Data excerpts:
· · ·
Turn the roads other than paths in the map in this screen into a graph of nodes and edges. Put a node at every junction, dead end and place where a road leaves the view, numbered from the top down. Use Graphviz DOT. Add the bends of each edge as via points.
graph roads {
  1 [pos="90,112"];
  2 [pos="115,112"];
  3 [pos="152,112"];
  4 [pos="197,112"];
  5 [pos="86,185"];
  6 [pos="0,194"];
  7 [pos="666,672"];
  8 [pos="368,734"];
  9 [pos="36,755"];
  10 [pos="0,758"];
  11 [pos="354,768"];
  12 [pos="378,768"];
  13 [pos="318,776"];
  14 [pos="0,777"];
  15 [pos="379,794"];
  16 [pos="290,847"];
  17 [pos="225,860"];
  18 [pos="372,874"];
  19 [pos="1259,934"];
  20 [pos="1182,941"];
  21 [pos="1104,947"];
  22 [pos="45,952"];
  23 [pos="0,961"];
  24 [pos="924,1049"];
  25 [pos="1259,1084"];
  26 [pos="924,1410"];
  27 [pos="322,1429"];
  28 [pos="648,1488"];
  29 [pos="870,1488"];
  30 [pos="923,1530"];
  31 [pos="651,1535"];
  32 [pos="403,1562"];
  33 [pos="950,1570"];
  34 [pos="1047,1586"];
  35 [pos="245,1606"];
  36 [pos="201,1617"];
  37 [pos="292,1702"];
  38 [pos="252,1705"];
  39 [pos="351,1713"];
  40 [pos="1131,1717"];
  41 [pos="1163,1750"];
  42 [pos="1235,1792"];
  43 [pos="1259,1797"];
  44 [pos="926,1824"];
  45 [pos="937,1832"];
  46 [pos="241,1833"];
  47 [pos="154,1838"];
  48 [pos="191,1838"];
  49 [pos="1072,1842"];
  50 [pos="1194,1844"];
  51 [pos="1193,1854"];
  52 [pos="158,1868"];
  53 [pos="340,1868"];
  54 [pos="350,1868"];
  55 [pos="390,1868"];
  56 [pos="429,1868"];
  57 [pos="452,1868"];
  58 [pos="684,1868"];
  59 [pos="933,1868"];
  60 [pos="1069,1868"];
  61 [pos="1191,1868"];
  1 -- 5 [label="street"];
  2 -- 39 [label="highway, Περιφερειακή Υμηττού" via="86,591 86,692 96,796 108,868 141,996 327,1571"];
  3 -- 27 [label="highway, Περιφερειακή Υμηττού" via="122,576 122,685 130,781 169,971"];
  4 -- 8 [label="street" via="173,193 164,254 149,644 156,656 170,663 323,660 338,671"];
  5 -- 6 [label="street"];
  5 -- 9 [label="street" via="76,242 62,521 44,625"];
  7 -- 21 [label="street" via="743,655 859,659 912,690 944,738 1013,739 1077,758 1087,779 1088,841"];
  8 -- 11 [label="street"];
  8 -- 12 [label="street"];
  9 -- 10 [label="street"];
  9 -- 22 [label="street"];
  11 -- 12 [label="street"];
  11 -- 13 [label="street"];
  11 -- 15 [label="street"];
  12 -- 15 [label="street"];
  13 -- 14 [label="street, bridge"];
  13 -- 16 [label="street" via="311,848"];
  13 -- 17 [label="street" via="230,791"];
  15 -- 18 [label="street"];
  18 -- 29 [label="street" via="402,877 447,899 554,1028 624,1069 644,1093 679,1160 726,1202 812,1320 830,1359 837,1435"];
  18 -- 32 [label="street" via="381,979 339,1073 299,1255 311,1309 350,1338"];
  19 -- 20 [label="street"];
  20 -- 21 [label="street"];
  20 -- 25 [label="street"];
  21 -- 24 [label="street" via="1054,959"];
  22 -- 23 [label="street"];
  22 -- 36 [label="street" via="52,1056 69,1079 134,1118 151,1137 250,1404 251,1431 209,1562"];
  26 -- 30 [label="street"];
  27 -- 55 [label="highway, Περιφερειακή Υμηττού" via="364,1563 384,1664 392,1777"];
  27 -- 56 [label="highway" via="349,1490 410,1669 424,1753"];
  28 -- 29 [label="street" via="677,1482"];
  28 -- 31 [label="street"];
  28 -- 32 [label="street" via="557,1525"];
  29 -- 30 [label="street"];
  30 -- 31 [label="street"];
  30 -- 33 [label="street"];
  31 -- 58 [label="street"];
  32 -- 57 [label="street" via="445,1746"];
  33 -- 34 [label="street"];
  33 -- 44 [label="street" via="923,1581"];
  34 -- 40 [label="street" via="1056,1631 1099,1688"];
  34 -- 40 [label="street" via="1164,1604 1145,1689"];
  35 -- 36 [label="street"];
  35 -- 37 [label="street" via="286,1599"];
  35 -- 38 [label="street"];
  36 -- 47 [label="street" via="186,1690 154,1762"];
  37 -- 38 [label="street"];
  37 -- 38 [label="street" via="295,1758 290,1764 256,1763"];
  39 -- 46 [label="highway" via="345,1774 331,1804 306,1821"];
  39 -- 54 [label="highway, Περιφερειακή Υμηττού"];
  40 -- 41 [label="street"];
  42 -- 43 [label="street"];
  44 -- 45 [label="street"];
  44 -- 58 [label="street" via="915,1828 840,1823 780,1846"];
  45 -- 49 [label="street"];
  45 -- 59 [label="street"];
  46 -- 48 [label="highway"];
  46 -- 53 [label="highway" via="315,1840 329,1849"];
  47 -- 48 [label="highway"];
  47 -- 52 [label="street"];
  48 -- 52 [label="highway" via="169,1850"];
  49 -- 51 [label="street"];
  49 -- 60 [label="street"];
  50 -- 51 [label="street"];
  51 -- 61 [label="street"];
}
· · ·
Exercise aim:
For every line of the entries above that holds "graph", add one to a tally, and report only the final count.

Response below:
2